All of which begs the question - how do we work with these multiple losses, personified by sexuality but also present in client's view of their disability and their mortality. We have learned at Respond some fairly obvious, practical lessons, alongside less obvious ones. It is clear that working with young people on issues of sexuality will rarely be a short piece of work, touching as it does on attendants feelings of loss, disempowerment and a deep sense of confusion. It is rare in our experience for clients to feel they have internalised much that can stay with them with less than a year's therapy. The average is nearer three, although there are some clients, particularly those whose experience of abuse has been early, long lasting and perpetrated by a family member, with whom we are in the fifth year of therapy, a process that feels as if it should continue for much longer. For those clients for whom spoken words are not the primary tool of communication, there is a need to be open about what they will communicate with.

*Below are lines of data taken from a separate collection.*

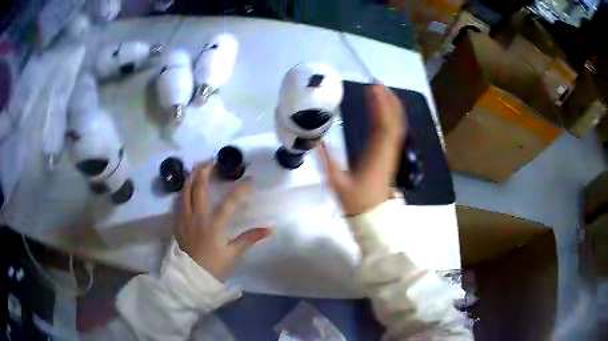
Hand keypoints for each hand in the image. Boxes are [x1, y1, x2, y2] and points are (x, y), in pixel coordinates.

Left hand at [176, 162, 272, 279]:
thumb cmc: (213, 266)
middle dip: (205, 172)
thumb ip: (250, 239)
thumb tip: (270, 229)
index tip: (250, 180)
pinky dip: (183, 191)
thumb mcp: (233, 254)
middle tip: (210, 161)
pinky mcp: (177, 223)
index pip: (230, 202)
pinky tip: (185, 188)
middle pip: (199, 188)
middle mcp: (197, 217)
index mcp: (214, 224)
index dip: (241, 190)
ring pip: (185, 192)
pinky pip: (178, 202)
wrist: (190, 277)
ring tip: (196, 168)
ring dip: (191, 178)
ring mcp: (184, 219)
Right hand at [318, 84, 405, 215]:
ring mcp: (392, 153)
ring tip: (382, 90)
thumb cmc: (356, 202)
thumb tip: (317, 142)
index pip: (382, 125)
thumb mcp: (337, 183)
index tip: (372, 88)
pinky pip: (396, 132)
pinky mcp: (391, 156)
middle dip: (387, 99)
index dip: (380, 104)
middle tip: (377, 83)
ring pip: (397, 125)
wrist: (373, 216)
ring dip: (392, 106)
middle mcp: (387, 151)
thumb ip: (327, 161)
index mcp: (375, 156)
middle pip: (394, 120)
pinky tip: (387, 110)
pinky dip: (393, 118)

It has been important to make available to clients who do not speak a range of dolls, pens, paper, whatever will enable them to tell their story. As importantly, it has been important to pay especial attention to what is going on in the transference between therapist and client, a relationship whose vocabulary may often be a silent one. In working with the young man I described early, the client who so movingly described an early sense of emotional deprivation through his use of dolls and a doll's house, I often learnt much more about this chaos in him by being aware of the feelings present in the room when he became quieter, feelings in me which ranged from bafflement, confusion, a very alive sense of wonderment and curiosity, to what sometimes felt deadening, where by just sitting in a room with him I would feel sleepy, overwhelmed, deadened by what was sometimes his strong resistance to being with a parental authority figure who actually seemed to care about him, and what was at other times a powerful projection of his own feelings of leaden depression. I would like to finish by raising the issue of supervision in working with young people on issues of sexuality. There is, of course, a need for proper supervision whenever we work with young people, but I feel it becomes even more essential when learning disabilities are part of the diagnosis. If we are open to working with the transference, we must also be open to working with feelings of not being able to think, to feeling powerfully disabled by our clients just at the point where we think we may be gaining some understanding about their sense of their own sexuality.
It is most often the case that the three central conflicts of disability, mortality and sexuality do not present themselves in the work in neatly separated forms. They are often enmeshed, making our role as therapist one of a container of multiple set of losses, all of which need to be acknowledged, all of which need to be mourned.